The existing Ordinary Shares are currently traded on the ISDX Growth Market. As part of the arrangements for Admission, the Company intends to cancel the admission of the existing Ordinary Shares to the ISDX Growth Market. It is expected that such cancellation will become effective at the close of business on 17 October 2014, subject to the passing of the resolutions at the General Meeting.
Application has been made for the Ordinary Shares to be admitted to trading on AIM. Subject to the passing of the resolutions, it is expected that Admission will become effective and dealings in the enlarged share capital will commence on or around 20 October 2014.
General Meeting
The General Meeting is being held at the offices of Allenby Capital Limited, 3 St Helens Place, London EC3A 6AB, at 10.00 a.m. on 17 October 2014, for the purpose of considering, and if thought fit, passing the resolutions. Resolutions 1, 2 and 3 will be proposed as ordinary resolutions and resolution 4 will be proposed as a special resolution.

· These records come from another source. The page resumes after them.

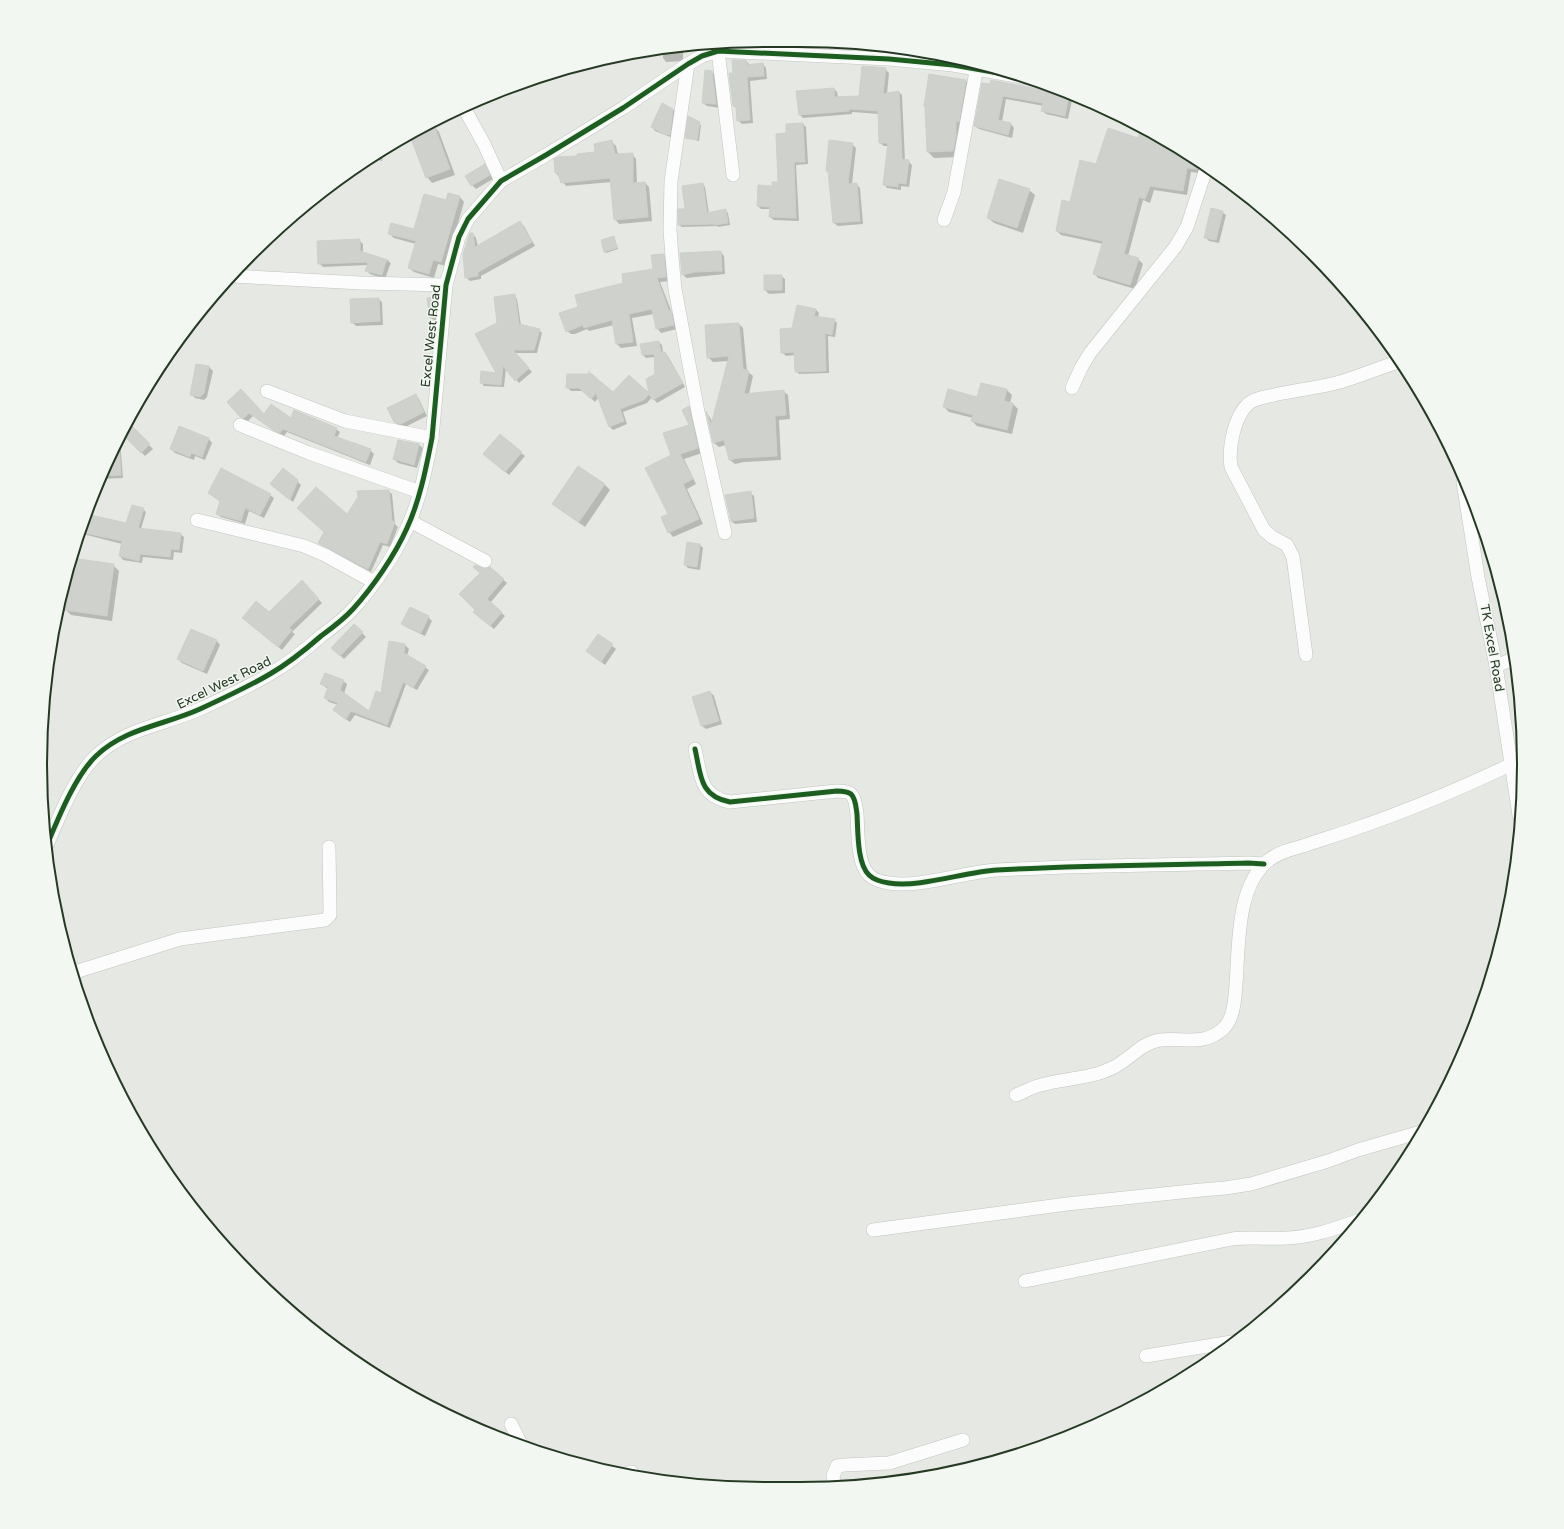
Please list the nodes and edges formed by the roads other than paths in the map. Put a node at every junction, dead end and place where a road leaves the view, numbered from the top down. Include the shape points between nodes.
1 (702, 51) edge
2 (718, 51) junction
3 (688, 64) junction
4 (960, 66) edge
5 (977, 69) edge
6 (466, 112) edge
7 (1205, 173) edge
8 (732, 175) dead end
9 (501, 181) junction
10 (944, 220) dead end
11 (239, 276) edge
12 (446, 285) junction
13 (1394, 363) edge
14 (1072, 388) dead end
15 (267, 391) dead end
16 (240, 425) dead end
17 (432, 438) junction
18 (420, 492) junction
19 (1472, 515) edge
20 (197, 520) dead end
21 (410, 521) junction
22 (725, 532) dead end
23 (1477, 535) edge
24 (485, 561) dead end
25 (374, 582) junction
26 (1306, 655) dead end
27 (1509, 661) edge
28 (1496, 666) junction
29 (695, 749) dead end
30 (1510, 765) junction
31 (1516, 796) edge
32 (51, 835) edge
33 (329, 847) dead end
34 (1264, 864) junction
35 (78, 971) edge
36 (1016, 1095) dead end
37 (1414, 1134) edge
38 (1351, 1223) edge
39 (873, 1230) dead end
40 (1025, 1281) dead end
41 (1223, 1344) edge
42 (1146, 1356) dead end
43 (511, 1424) dead end
44 (518, 1438) edge
45 (963, 1440) dead end
46 (834, 1481) edge

1 - 2 street, Excel West Road
1 - 3 street, Excel West Road
2 - 4 street, Excel West Road via 888,59
2 - 8 street
3 - 9 street, Excel West Road via 616,112
3 - 22 street via 671,181 670,237 675,289 698,412
5 - 10 street via 954,192
6 - 9 street
7 - 14 street via 1187,227 1176,246 1090,353
9 - 12 street, Excel West Road via 468,219 459,237
11 - 12 street
12 - 17 street, Excel West Road
13 - 26 street via 1341,382 1259,398 1249,403 1235,427 1231,467 1264,530 1287,545 1293,557
15 - 17 street via 345,421
16 - 18 street via 309,453
17 - 18 street, Excel West Road
18 - 21 street, Excel West Road
19 - 23 street, TK Excel Road
20 - 25 street via 304,546
21 - 24 street
21 - 25 street, Excel West Road via 398,547
23 - 28 street, TK Excel Road
25 - 32 street, Excel West Road via 348,614 271,674 199,709 127,734 108,746 85,769
27 - 28 street
28 - 30 street, TK Excel Road
29 - 34 street via 702,779 708,792 718,800 730,802 837,791 851,794 856,805 863,865 870,876 888,883 913,883 995,870 1122,864
30 - 31 street, TK Excel Road
30 - 34 street via 1452,792 1277,855
33 - 35 street via 330,915 325,920 180,939
34 - 36 street via 1247,893 1242,914 1235,998 1230,1018 1223,1029 1199,1040 1160,1040 1141,1048 1103,1072 1040,1085
37 - 39 street via 1251,1184 1067,1204
38 - 40 street via 1316,1235 1232,1239
41 - 42 street
43 - 44 street
45 - 46 street via 889,1463 837,1466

Resolution 1 is to approve the Acquisition for the purposes of section 190 of the Companies Act, which requires shareholder approval to be given for the acquisition of any substantial non cash asset from one of its directors. In this case approval is required for the purchase of Kefi shares from each of David Page, Nicholas Donaldson and Nabil Mankarious.
Resolution 2 is to approve the Acquisition for the purposes of the ISDX Rules as it constitutes a reverse takeover for the purposes of those rules.
Resolution 3 is to grant the Directors an authority to allot and issue Ordinary Shares up to a nominal value of £5,815,184.00 for the purposes of section 551 of the Companies Act.
Resolution 4 is to authorise the Directors pursuant to section 570 of the Companies Act to allot and issue Ordinary Shares up to a nominal value of £766,270.00 for cash without first making a pre-emptive offer to the Company's shareholders under section 561 of the Act.